Findlay v ADIT Engineering Pty Ltd

 

[2005] QSC 65

SUPREME COURT OF QUEENSLAND

 

PARTIES:

FILE NO:

Trial

PROCEEDING:

Application

ORIGINATING COURT:

DELIVERED ON:

5 April 2005

DELIVERED AT:

Brisbane

HEARING DATE:

12 November 2004

JUDGE:

Douglas J

ORDER:

order that the second respondents pay $453,952 to the applicants in exchange for all documents necessary to transfer the applicants’ shares in the first respondent to the second respondents

CATCHWORDS:

CONTRACT – GENERAL CONTRACTUAL PRINCIPLES – DISCHARGE, BREACH AND DEFENCES TO ACTION FOR BREACH – REPUDIATION AND NONPERFORMANCE – REPUDIATION – GENERAL PRINCIPLES – where valuation of the applicants’ share in the second respondent was dependent upon the existence of a restraint of trade clause – whether repudiatory conduct prevents the clause applying if it were enforceable

Prudential Assurance Co Ltd v Newman Industries Ltd [1982] Ch 204, cited

Thomas v D’Arcy & Ors [2005] QCA 068, cited

Promenade Investments Pty Ltd v New South Wales (1992) 26 NSWLR 203, applied

Natoli v Walker (Supreme Court of New South Wales, Court of Appeal, Kirby P, Mahoney, Meagher JJA; CA 40351 of 1993, 26 May 1994); BC9402554), applied

COUNSEL:

Mr M R Bland for the applicants
Mr D D Bates for the respondents

SOLICITORS:

McCullough Robertson for the applicants
Deacons for the respondents

[1] DOUGLAS J:  On 20 January 2004 Helman J made a consent order in this matter that the second respondents (“the Thompsons”) purchase the applicants’ shares in the first respondent, ADIT Engineering Pty Ltd (“ADIT Engineering”).  The applicants, Mr and Mrs Findlay and Mr and Mrs Forrester were, together with the Thompsons, shareholders in ADIT Engineering, a mechanical engineering and repair business.  The purchase price for the applicants’ shares was to be determined by a valuation on a going concern basis of those shares as at 11 November 2003 by Calabro Partners.  The parties agreed to be bound by the valuation “subject to manifest error”.  The purchase price was to be paid by the Thompsons to the applicants as to 50 per cent of the purchase price on or before 30 March 2004 and the remainder by 28 May 2004. 

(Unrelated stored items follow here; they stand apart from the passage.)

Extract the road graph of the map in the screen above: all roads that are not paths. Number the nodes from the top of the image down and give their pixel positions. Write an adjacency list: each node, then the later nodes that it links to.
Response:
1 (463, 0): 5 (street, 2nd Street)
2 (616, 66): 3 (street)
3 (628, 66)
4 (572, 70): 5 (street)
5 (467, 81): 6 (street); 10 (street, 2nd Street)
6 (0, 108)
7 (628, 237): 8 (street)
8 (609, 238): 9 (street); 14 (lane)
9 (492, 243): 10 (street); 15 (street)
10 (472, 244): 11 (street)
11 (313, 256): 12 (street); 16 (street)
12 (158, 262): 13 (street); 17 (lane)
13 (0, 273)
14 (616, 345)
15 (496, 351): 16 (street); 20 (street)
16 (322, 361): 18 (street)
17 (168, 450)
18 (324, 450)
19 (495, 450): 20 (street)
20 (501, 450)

[2] The valuation was prepared on the assumption that the applicants would be subject to a restraint of trade set out in cl. 10 of a shareholders’ agreement entered into between the applicants and the second respondents as the shareholders in ADIT Engineering on 1 October 2001.  The valuer went on to say:

 

“If Messrs Forrester and Findlay are not subject to a restraint of trade and could trade in direct competition with the company I would not consider the methodology adopted by me appropriate due to the unknown impact this could have on the future maintainable earnings of the company.”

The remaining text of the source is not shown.